:: Provided information ::
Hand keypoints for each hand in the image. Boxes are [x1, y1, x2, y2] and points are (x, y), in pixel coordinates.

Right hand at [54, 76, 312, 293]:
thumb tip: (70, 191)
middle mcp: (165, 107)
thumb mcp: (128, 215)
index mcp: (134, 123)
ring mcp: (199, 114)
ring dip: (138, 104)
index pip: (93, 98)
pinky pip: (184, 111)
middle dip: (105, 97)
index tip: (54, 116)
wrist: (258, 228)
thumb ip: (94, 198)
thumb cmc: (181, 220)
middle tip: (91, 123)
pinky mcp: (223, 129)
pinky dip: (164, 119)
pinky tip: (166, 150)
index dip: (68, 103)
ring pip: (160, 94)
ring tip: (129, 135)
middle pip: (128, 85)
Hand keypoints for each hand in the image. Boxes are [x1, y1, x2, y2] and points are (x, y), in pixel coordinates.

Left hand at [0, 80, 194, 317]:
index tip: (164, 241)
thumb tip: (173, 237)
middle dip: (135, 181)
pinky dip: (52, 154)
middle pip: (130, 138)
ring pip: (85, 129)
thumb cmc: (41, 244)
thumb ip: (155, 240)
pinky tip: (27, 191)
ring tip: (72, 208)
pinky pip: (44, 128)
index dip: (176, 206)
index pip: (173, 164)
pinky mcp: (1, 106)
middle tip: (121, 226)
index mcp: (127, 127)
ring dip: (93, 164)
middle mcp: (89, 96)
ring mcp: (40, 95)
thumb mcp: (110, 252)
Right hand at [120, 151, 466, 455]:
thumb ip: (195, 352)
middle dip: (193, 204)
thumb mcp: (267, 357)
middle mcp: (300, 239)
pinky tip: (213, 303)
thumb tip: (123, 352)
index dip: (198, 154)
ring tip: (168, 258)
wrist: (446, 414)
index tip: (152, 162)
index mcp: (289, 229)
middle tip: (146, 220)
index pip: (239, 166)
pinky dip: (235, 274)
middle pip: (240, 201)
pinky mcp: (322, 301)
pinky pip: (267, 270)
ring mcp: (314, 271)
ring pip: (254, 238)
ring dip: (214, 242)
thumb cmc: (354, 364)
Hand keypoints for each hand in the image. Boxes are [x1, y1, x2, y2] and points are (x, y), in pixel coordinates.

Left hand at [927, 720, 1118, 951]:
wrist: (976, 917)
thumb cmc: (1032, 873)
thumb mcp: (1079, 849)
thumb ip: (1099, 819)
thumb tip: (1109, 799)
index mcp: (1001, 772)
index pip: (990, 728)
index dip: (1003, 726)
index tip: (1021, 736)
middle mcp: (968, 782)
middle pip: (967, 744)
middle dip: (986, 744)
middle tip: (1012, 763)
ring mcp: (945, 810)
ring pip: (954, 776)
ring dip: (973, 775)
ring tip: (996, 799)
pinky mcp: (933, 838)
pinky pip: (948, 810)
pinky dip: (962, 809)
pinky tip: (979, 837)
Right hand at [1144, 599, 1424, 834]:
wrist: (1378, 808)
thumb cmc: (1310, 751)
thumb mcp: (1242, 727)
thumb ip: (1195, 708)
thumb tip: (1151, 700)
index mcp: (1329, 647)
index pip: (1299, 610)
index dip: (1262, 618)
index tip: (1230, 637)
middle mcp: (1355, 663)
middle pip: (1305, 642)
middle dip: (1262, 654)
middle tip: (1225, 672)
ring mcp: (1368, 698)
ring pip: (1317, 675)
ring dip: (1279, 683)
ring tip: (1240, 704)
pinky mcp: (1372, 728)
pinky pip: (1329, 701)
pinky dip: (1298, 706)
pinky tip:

:: Directions for this task ::
All the records, as written, must be given again.

:: Expected answer ::
Hand keypoints for each hand in the image. Boxes are [x1, y1, x2, y2] and points are (x, y), in pixel coordinates.

Right hand at [54, 76, 312, 293]:
thumb tip: (70, 191)
middle mcp: (165, 107)
thumb mcp: (128, 215)
index mcp: (134, 123)
ring mcp: (199, 114)
ring dip: (138, 104)
index pip: (93, 98)
pinky pip: (184, 111)
middle dip: (105, 97)
index tip: (54, 116)
wrist: (258, 228)
thumb ip: (94, 198)
thumb cmc: (181, 220)
middle tip: (91, 123)
pinky mcp: (223, 129)
pinky dip: (164, 119)
pinky tip: (166, 150)
index dip: (68, 103)
ring pip: (160, 94)
ring tip: (129, 135)
middle pip: (128, 85)
Hand keypoints for each hand in the image. Boxes are [x1, y1, x2, y2] and points are (x, y), in pixel coordinates.

Left hand at [0, 80, 194, 317]:
index tip: (164, 241)
thumb tip: (173, 237)
middle dip: (135, 181)
pinky dip: (52, 154)
middle pip: (130, 138)
ring pip: (85, 129)
thumb cmc: (41, 244)
thumb ip: (155, 240)
pinky tip: (27, 191)
ring tip: (72, 208)
pinky pip: (44, 128)
index dip: (176, 206)
index pip: (173, 164)
pinky mcp: (1, 106)
middle tip: (121, 226)
index mcp: (127, 127)
ring dip: (93, 164)
middle mcp: (89, 96)
ring mcp: (40, 95)
thumb mcp: (110, 252)
Right hand at [120, 151, 466, 455]:
thumb ip: (195, 352)
middle dip: (193, 204)
thumb mcp: (267, 357)
middle mcp: (300, 239)
pinky tip: (213, 303)
thumb tip: (123, 352)
index dip: (198, 154)
ring tip: (168, 258)
wrist: (446, 414)
index tip: (152, 162)
index mcp: (289, 229)
middle tip: (146, 220)
index pip: (239, 166)
pinky dip: (235, 274)
middle pip: (240, 201)
pinky mcp: (322, 301)
pinky pip: (267, 270)
ring mcp: (314, 271)
ring pip: (254, 238)
ring dip: (214, 242)
thumb cmc: (354, 364)
Hand keypoints for each hand in the image. Boxes are [x1, y1, x2, y2] and points are (x, y), in pixel coordinates.

Left hand at [927, 720, 1118, 951]:
wrist: (976, 917)
thumb cmc: (1032, 873)
thumb mcp: (1079, 849)
thumb ip: (1099, 819)
thumb tip: (1109, 799)
index mcp: (1001, 772)
index pip: (990, 728)
index dip: (1003, 726)
index tip: (1021, 736)
middle mcp: (968, 782)
middle pip: (967, 744)
middle dip: (986, 744)
middle tip: (1012, 763)
ring mcp: (945, 810)
ring pip: (954, 776)
ring dip: (973, 775)
ring tip: (996, 799)
pinky mcp: (933, 838)
pinky pip: (948, 810)
pinky dip: (962, 809)
pinky tip: (979, 837)
Right hand at [1144, 599, 1424, 834]:
wrist: (1378, 808)
thumb cmc: (1310, 751)
thumb mcp: (1242, 727)
thumb ip: (1195, 708)
thumb tip: (1151, 700)
index mcp: (1329, 647)
index pip: (1299, 610)
index dip: (1262, 618)
index tip: (1230, 637)
middle mcp: (1355, 663)
middle pip: (1305, 642)
middle dip: (1262, 654)
middle tip: (1225, 672)
ring mcp: (1368, 698)
ring pip: (1317, 675)
ring dip: (1279, 683)
ring tip: (1240, 704)
pinky mcp: (1372, 728)
pinky pip: (1329, 701)
pinky dip: (1298, 706)
pinky tip:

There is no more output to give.